Israel is not apartheid state


Marcus My Words


All across the nation, anti-Israel activists are involved in what has become known as “Israeli Apartheid Week.” One thing is certain — if you are looking for apartheid, you won’t find it in Israel. Anti-Israel activists call this an apartheid week to instill shock value on a group of people they believe know little about the Israeli-Palestinian conflict. By associating apartheid with Israel, they hope students will blindly join their cause. But they cannot bill a week dedicated to anti-Israel sentiment as “Hate Israel Week” because that obviously carries negative connotations. But rest assured, this week is nothing more than the anti-Israel movement’s attempt to draw up hatred against the world’s lone Jewish State.

To call Israel an apartheid state is not only inaccurate, but also highly offensive toward people that have actually faced apartheid. This is a common theme in the anti-Israel movement’s repertoire, use of an appalling historical event for their own personal gain despite no correlation.

Just last year BAKA: Students United for Middle Eastern Justice, brought an event to campus that I believe compared Israeli acts of self-defense to the calculated murder of 6 million Jews in the Holocaust. They tirelessly attempt to delegitimize Israel, fictitiously comparing it to atrocious regimes of the past only to be blinded by their movement’s hypocritical track record.

Anti-Israel activists call for a week dedicated to hating a true democracy in Israel, but they appear silent as the Syrian government ruthlessly murders thousands of their own citizens. They call for the release of probable Islamic Jihad leader Khader Adnan from an Israeli prison, but are silent as Youcef Nadarkhani awaits execution in an Iranian prison for the crime of converting to Christianity from Islam. These are the true colors of the anti-Israel movement — they do not care about Palestinians or human rights, only merely hating Israel.

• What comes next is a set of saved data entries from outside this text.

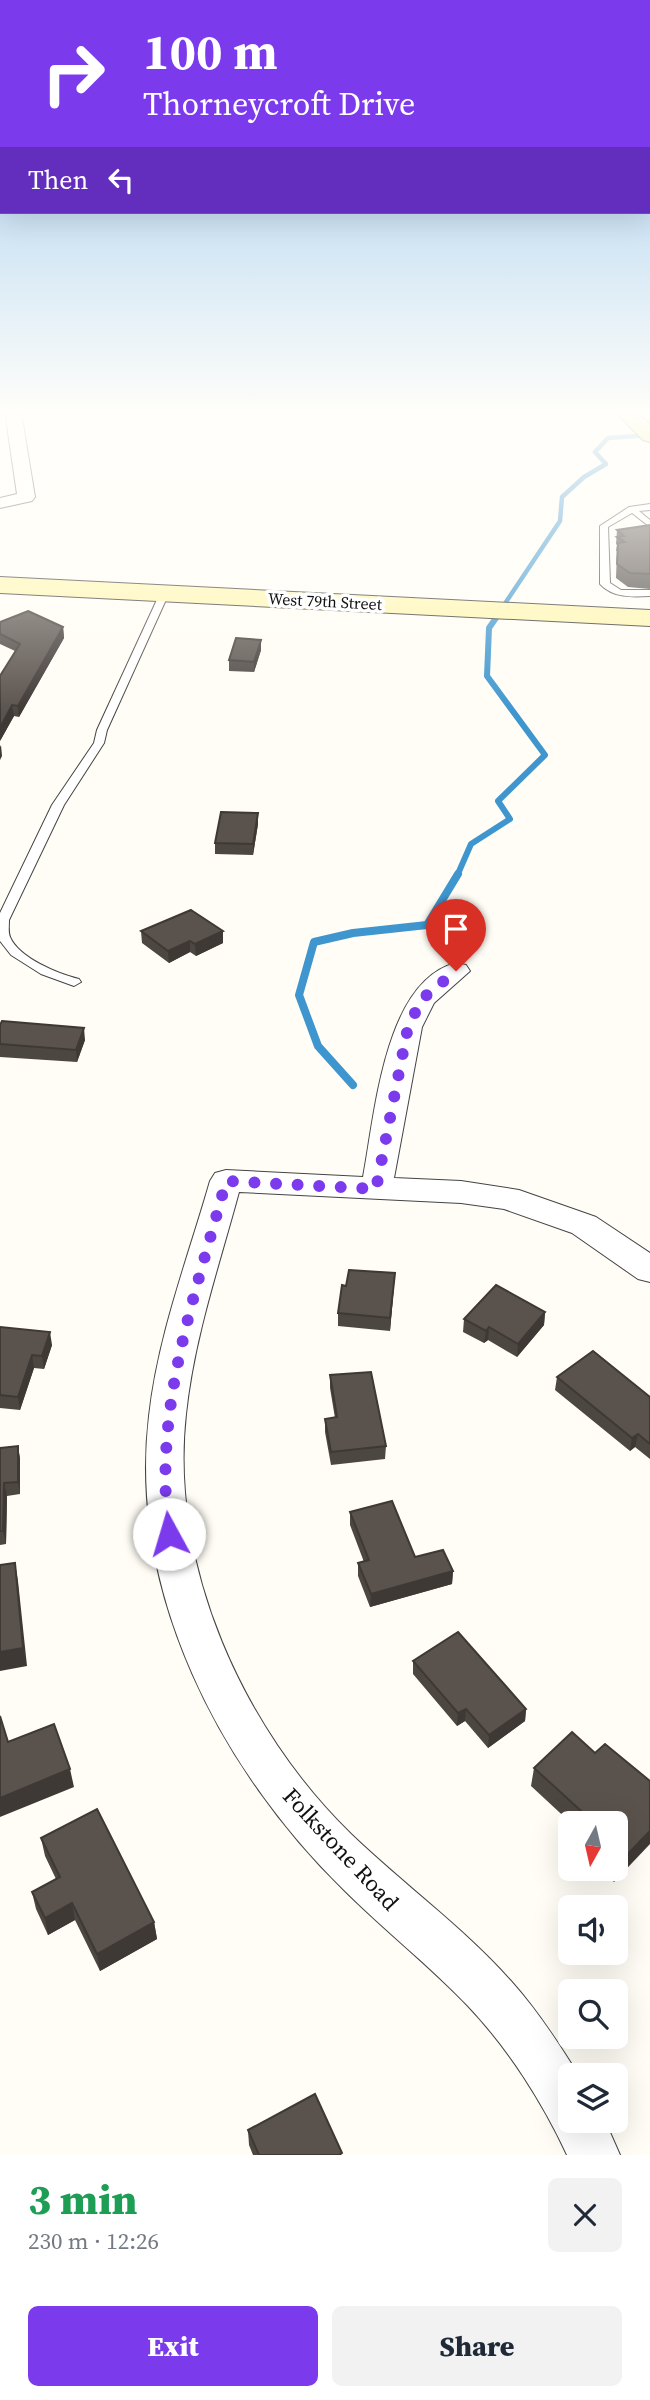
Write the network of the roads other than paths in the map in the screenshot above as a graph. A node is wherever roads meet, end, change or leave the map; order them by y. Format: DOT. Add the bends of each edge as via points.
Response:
graph roads {
  1 [pos="626,513"];
  2 [pos="636,513"];
  3 [pos="650,524"];
  4 [pos="0,584"];
  5 [pos="164,593"];
  6 [pos="650,600"];
  7 [pos="456,971"];
  8 [pos="75,982"];
  9 [pos="376,1189"];
  10 [pos="650,1270"];
  11 [pos="558,2088"];
  12 [pos="584,2133"];
  13 [pos="594,2155"];
  1 -- 6 [label="lane" via="604,526 606,584 609,589"];
  2 -- 3 [label="lane"];
  4 -- 5 [label="main road, West 79th Street"];
  5 -- 6 [label="main road, West 79th Street" via="531,611"];
  5 -- 8 [label="lane" via="99,743 58,805 3,920 4,937 14,949 54,978"];
  7 -- 9 [label="street" via="422,999 408,1027"];
  9 -- 10 [label="street" via="469,1193 534,1205 584,1225"];
  9 -- 11 [label="street, Folkstone Road" via="226,1181 174,1374 164,1449 169,1534 196,1635 241,1726 289,1796 334,1849 493,1997"];
  12 -- 13 [label="street"];
}
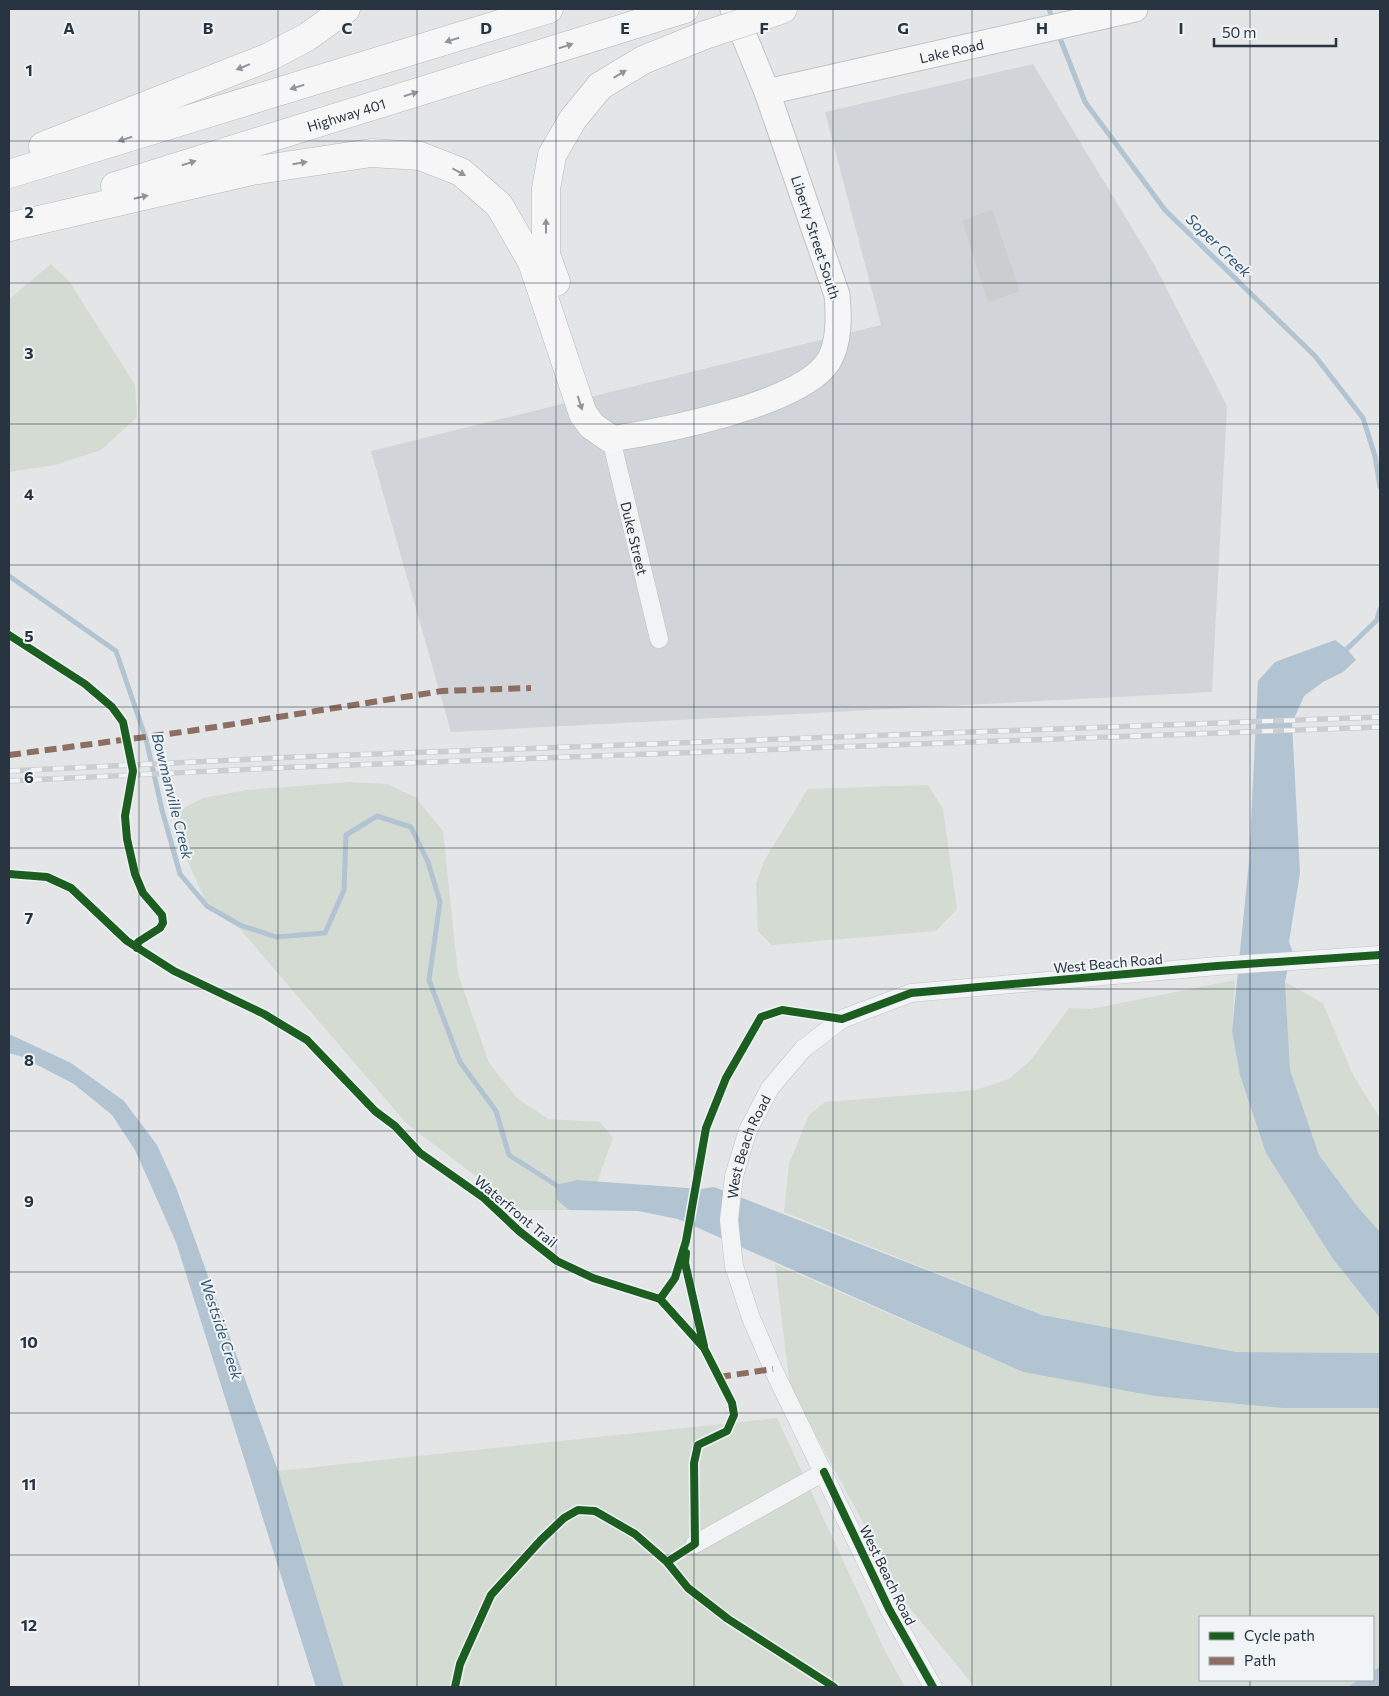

Israel represents a melting pot of nationalities, cultures and religions. Muslims, Jews and Christians all fight in the army, vote in elections and are represented in Knesset. Arabs, Jews and Christians all live among one another, sharing public transportation, public parks, shopping malls and schools. That is not apartheid. This is what democracy looks like. 

In Apartheid South Africa, the government defined four different races and banned beaches, restrooms, voting and transportation from non-whites. To compare that in any way to Israel is a disgrace to the people of South Africa and all those under real oppression today. After Israeli independence in 1948, Jews and non-Jews alike who remained in Israeli territory were naturalized and made citizens with full rights. In addition, Israel absorbed almost 1 million Jewish refugees expelled from Arab countries, while the Arab states created what seem like anti-Palestinian laws to segregate the Palestinians who fled Israel from the rest of society.

While apartheid doesn’t exist in Israel, don’t assume that there aren’t places and leaders in the world pursuing policies similar to South African Apartheid. For instance, it is Palestinian law that selling land to a Jew is a capital offense that could result in a “legal” death sentence. Mahmoud Abbas, the moderate president of the Palestinian Authority, has publicly stated that any future Palestinian state will be Jew-free, effectively becoming the first state since Nazi Germany to officially deny Jews entrance based on their religion. In addition, hundreds of PA-controlled Jewish holy sites are off-limits to Jews and routinely face desecration. Even at Judaism’s holiest site, the Temple Mount, there are discriminatory policies against Jews. Controlled by the Jerusalem Islamic Waqf, it is forbidden for Jews to pray where the holy Jewish temple once stood.

In the Palestinian territories, if PA or Hamas officials even believe that a Palestinian has an “improper” relationship with an Israeli, they are seen as collaborators and put to death. These apartheid-like policies are perpetuated by the Boycott, Divestment and Sanctions movement in its attempt boycott and ban everything Israeli, no matter how distant the things they are boycotting are from Israeli government policy. Seeking to discriminate against companies, artists and technology solely because it is Israeli is real racism. If anti-Israel enthusiasts in the Palestinian territories and around the world are looking to end “apartheid” in the Middle East, they should stop actively pursuing it against the Jewish people and Israel.

Aaron Marcus is a School of Arts and Sciences senior majoring in political science with a minor in history. His column, “Marcus My Words,” runs on alternate Tuesdays.